Une vidéo devenue virale montrant une patiente dans une salle d’accouchement de l’Hôpital général de référence de Boma a suscité une vive indignation sur les réseaux sociaux. Ce samedi 6 juin 2026, les autorités sanitaires ont annoncé des sanctions contre plusieurs membres du personnel impliqués dans la diffusion des images.
Une vive polémique agite la ville de Boma, dans la province du Kongo Central, après la diffusion sur les réseaux sociaux d’une vidéo montrant une patiente dans une situation jugée dégradante au sein de l’Hôpital général de référence de la ville.
Selon les informations communiquées par la zone de santé de Boma, la femme s’était présentée à l’hôpital avec ce qui a été décrit comme une « fausse grossesse » constituée de vêtements. Alors qu’elle se trouvait dans une salle d’accouchement, elle a été filmée puis exposée sur les réseaux sociaux, provoquant l’indignation de nombreux internautes.
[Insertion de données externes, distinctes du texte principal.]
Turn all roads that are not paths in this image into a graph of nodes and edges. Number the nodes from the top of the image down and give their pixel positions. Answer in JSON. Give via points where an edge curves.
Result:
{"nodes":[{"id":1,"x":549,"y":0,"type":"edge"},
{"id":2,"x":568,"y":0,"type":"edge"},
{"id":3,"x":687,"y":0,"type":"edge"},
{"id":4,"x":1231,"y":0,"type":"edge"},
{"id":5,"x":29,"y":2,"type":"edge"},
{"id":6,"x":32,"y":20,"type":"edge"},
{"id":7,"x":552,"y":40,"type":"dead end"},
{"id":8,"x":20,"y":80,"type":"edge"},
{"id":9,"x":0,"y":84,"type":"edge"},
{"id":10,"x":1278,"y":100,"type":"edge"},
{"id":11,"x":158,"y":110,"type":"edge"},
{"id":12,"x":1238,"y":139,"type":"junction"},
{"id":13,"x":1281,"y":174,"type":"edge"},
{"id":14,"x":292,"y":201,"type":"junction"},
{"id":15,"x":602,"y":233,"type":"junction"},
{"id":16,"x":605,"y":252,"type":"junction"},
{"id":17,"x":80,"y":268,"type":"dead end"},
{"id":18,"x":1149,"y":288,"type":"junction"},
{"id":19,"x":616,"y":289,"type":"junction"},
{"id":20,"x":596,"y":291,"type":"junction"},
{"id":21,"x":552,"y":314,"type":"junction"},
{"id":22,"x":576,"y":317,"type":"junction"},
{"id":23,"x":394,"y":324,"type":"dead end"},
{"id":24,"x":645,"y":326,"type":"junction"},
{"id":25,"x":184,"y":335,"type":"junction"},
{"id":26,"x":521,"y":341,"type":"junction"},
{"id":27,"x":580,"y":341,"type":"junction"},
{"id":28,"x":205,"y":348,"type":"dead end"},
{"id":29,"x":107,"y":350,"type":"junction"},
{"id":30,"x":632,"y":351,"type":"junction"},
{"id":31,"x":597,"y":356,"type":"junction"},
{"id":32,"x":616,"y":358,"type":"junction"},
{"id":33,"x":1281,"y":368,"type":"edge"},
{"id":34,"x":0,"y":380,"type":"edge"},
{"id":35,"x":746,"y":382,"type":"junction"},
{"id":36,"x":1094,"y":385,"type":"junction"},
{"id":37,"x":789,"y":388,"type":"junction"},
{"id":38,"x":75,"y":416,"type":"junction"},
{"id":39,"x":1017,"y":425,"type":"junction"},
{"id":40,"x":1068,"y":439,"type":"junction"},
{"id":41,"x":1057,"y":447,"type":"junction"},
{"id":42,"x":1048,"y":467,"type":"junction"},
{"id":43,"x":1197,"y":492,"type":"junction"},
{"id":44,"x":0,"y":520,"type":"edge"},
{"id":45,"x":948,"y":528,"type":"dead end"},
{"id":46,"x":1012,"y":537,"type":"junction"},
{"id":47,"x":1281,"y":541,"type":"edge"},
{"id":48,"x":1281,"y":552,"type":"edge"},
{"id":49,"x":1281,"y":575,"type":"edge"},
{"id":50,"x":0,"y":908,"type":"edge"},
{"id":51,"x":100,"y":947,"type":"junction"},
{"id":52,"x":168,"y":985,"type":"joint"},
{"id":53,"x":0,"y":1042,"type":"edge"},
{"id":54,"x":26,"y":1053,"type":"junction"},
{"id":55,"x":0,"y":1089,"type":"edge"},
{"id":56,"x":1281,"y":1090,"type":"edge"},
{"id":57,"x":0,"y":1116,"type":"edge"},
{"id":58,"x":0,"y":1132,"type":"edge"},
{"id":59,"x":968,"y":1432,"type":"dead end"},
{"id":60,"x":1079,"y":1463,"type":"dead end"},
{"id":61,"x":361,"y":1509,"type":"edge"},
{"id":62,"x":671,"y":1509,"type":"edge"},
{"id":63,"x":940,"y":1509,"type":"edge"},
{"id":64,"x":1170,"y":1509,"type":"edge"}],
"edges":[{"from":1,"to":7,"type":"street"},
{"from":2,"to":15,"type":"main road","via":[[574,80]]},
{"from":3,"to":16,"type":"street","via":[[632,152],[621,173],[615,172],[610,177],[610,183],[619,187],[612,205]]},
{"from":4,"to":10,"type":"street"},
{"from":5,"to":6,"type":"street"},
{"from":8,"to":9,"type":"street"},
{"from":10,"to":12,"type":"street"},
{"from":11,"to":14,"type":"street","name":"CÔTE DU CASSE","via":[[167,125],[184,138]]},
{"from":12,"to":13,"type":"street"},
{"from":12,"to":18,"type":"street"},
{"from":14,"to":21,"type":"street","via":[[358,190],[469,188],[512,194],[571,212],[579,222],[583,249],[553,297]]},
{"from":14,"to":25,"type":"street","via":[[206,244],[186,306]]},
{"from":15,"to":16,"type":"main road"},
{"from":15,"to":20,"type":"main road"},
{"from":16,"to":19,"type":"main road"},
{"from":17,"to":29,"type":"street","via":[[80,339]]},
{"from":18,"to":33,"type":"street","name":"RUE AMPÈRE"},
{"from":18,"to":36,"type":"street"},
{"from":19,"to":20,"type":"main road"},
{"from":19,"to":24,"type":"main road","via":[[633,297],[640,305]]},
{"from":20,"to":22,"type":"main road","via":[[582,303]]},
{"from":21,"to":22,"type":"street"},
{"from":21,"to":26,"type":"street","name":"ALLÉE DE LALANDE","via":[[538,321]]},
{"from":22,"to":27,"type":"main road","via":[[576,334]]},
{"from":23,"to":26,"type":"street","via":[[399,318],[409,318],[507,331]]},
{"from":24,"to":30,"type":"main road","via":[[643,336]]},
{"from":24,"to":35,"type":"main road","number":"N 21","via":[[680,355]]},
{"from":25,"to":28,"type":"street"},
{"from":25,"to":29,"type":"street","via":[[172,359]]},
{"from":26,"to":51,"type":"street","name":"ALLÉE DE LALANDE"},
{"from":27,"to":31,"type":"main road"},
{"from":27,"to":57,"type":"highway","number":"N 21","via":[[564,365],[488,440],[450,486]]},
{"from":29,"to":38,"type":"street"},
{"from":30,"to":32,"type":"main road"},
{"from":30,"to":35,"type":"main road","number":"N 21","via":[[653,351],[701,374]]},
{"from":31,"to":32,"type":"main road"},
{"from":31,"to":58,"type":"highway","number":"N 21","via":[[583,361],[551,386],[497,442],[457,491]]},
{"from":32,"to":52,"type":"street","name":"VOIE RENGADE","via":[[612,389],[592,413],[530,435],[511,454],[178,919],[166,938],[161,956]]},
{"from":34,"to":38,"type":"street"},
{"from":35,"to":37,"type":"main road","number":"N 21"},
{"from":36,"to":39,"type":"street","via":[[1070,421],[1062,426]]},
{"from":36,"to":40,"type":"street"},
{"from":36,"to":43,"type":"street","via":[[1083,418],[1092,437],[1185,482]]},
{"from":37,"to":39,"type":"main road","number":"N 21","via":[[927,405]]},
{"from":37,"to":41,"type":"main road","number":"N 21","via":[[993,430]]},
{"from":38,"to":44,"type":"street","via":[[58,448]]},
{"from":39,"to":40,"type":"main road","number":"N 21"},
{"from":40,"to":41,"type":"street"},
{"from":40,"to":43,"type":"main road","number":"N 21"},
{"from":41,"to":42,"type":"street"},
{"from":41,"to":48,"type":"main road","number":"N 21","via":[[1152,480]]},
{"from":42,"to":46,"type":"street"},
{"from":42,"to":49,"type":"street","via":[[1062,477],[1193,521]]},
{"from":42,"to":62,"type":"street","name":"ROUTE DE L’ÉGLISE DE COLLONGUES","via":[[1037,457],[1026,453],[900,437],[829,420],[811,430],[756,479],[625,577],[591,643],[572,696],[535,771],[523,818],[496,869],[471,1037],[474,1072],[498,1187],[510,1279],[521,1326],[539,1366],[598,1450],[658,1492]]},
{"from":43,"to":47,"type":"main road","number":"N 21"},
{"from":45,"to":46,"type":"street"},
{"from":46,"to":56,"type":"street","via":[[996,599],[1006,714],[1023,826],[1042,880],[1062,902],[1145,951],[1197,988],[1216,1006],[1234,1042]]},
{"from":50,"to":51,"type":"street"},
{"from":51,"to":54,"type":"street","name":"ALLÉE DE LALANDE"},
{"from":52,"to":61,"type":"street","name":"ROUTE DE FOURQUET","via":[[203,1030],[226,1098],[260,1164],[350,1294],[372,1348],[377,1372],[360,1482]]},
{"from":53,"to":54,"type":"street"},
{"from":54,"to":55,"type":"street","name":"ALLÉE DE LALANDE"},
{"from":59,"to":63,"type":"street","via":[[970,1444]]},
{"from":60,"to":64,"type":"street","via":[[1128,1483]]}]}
Face à cette situation, le médecin chef de zone de santé de Boma, le Dr Serge Thamba Mbodo, a annoncé ce samedi 6 juin 2026 la suspension immédiate de trois infirmières ainsi que le renvoi définitif des stagiaires impliqués dans l’incident.
Pour le responsable sanitaire, les faits constituent une violation grave de l’éthique médicale et du respect dû aux patients.
« Même si cette femme présentait une pathologie particulière, il était inacceptable de la filmer, qui plus est dans un état de déshabillage, pour ensuite diffuser ces images en ligne », a-t-il dénoncé.
Le Dr Thamba Mbodo a également rappelé que le personnel soignant a l’obligation de protéger la dignité, la vie privée et le droit à l’image des malades. Selon lui, les infirmières en fonction avaient la responsabilité d’encadrer les stagiaires et de veiller au respect des règles déontologiques au sein de l’établissement.
D’après les autorités sanitaires, cette atteinte à la dignité de la patiente aurait conduit cette dernière à quitter les lieux après l’incident. Les circonstances exactes de son comportement et ses motivations réelles demeurent toutefois inconnues.
Cette affaire remet en lumière les défis liés au respect de l’éthique professionnelle dans les structures de santé à l’ère des réseaux sociaux. Les responsables de la zone de santé espèrent que les sanctions prises serviront d’exemple afin d’éviter que de tels actes ne se reproduisent à l’avenir.